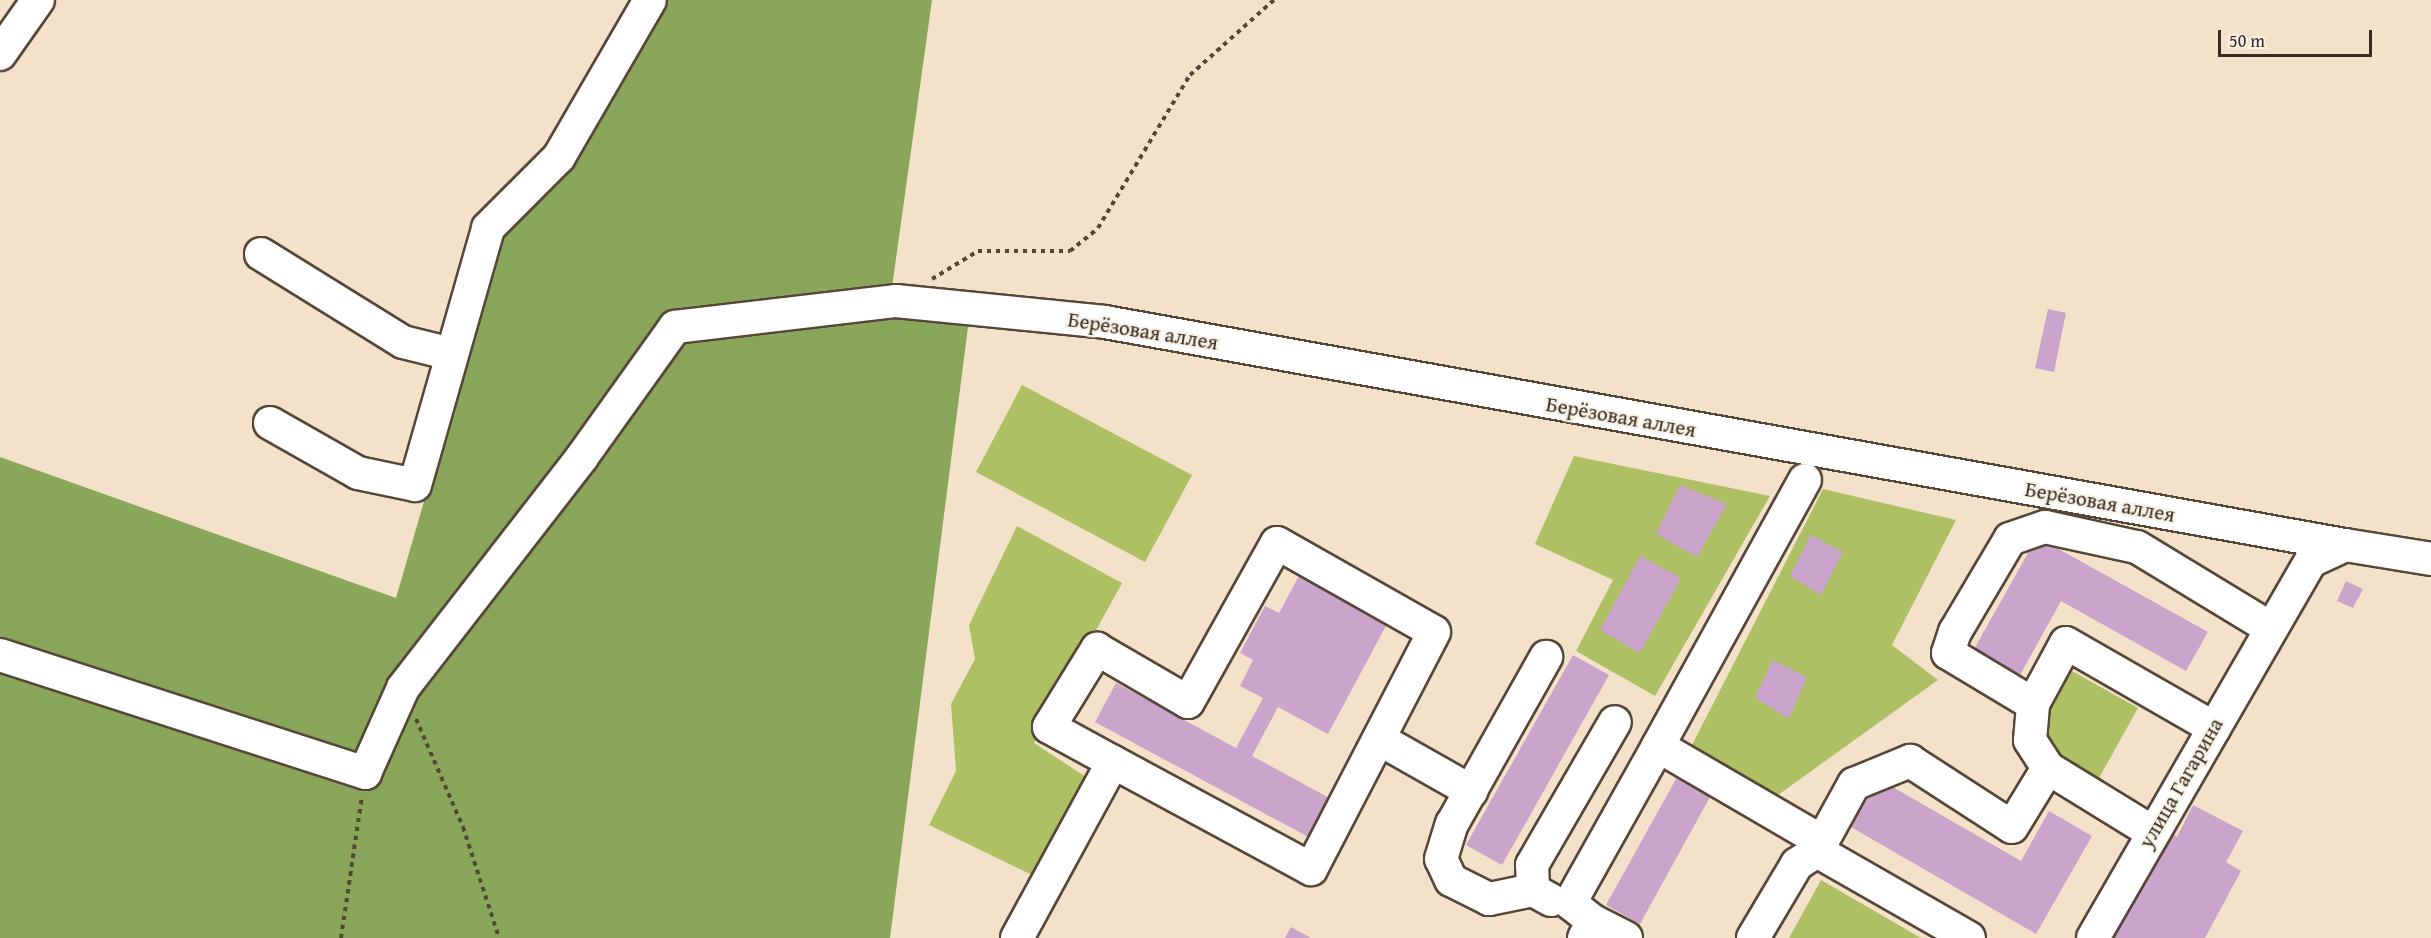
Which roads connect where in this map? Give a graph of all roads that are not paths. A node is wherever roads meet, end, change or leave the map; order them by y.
1 (38, 0) edge
2 (650, 0) edge
3 (0, 54) edge
4 (261, 254) dead end
5 (452, 354) junction
6 (270, 423) dead end
7 (1805, 480) dead end
8 (2358, 546) junction
9 (2431, 559) edge
10 (2270, 628) junction
11 (0, 655) edge
12 (1546, 657) dead end
13 (2033, 704) junction
14 (1615, 722) dead end
15 (2214, 728) junction
16 (1379, 739) junction
17 (1658, 746) junction
18 (1113, 762) junction
19 (2048, 768) junction
20 (1471, 791) junction
21 (2152, 832) junction
22 (1820, 847) junction
23 (1533, 890) junction
24 (1582, 921) edge
25 (1017, 938) edge
26 (1626, 938) edge
27 (1753, 938) edge
28 (1969, 938) edge
29 (2093, 938) edge

1 - 3 street
2 - 5 street
4 - 5 street
5 - 6 street
7 - 17 street
8 - 9 street, Берёзовая аллея
8 - 10 street, улица Гагарина
8 - 11 street, Берёзовая аллея
10 - 13 street
10 - 15 street, улица Гагарина
12 - 20 street
13 - 15 street
13 - 19 street
14 - 23 street
15 - 21 street, улица Гагарина
16 - 18 street
16 - 18 street
16 - 20 street
17 - 22 street
17 - 24 street
18 - 25 street
19 - 21 street
19 - 22 street
20 - 23 street
21 - 29 street, улица Гагарина
22 - 27 street
22 - 28 street
23 - 24 street
24 - 26 street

__________________________________________________

EXERCISE PROMPT - Each line of the data must be transcribed exactly; pictures are not carried over.

YOUR RESPONSE -
Which roads connect where in this map? Give a graph of all roads that are not paths. A node is wherever roads meet, end, change or leave the map; order them by y.
1 (38, 0) edge
2 (650, 0) edge
3 (0, 54) edge
4 (261, 254) dead end
5 (452, 354) junction
6 (270, 423) dead end
7 (1805, 480) dead end
8 (2358, 546) junction
9 (2431, 559) edge
10 (2270, 628) junction
11 (0, 655) edge
12 (1546, 657) dead end
13 (2033, 704) junction
14 (1615, 722) dead end
15 (2214, 728) junction
16 (1379, 739) junction
17 (1658, 746) junction
18 (1113, 762) junction
19 (2048, 768) junction
20 (1471, 791) junction
21 (2152, 832) junction
22 (1820, 847) junction
23 (1533, 890) junction
24 (1582, 921) edge
25 (1017, 938) edge
26 (1626, 938) edge
27 (1753, 938) edge
28 (1969, 938) edge
29 (2093, 938) edge

1 - 3 street
2 - 5 street
4 - 5 street
5 - 6 street
7 - 17 street
8 - 9 street, Берёзовая аллея
8 - 10 street, улица Гагарина
8 - 11 street, Берёзовая аллея
10 - 13 street
10 - 15 street, улица Гагарина
12 - 20 street
13 - 15 street
13 - 19 street
14 - 23 street
15 - 21 street, улица Гагарина
16 - 18 street
16 - 18 street
16 - 20 street
17 - 22 street
17 - 24 street
18 - 25 street
19 - 21 street
19 - 22 street
20 - 23 street
21 - 29 street, улица Гагарина
22 - 27 street
22 - 28 street
23 - 24 street
24 - 26 street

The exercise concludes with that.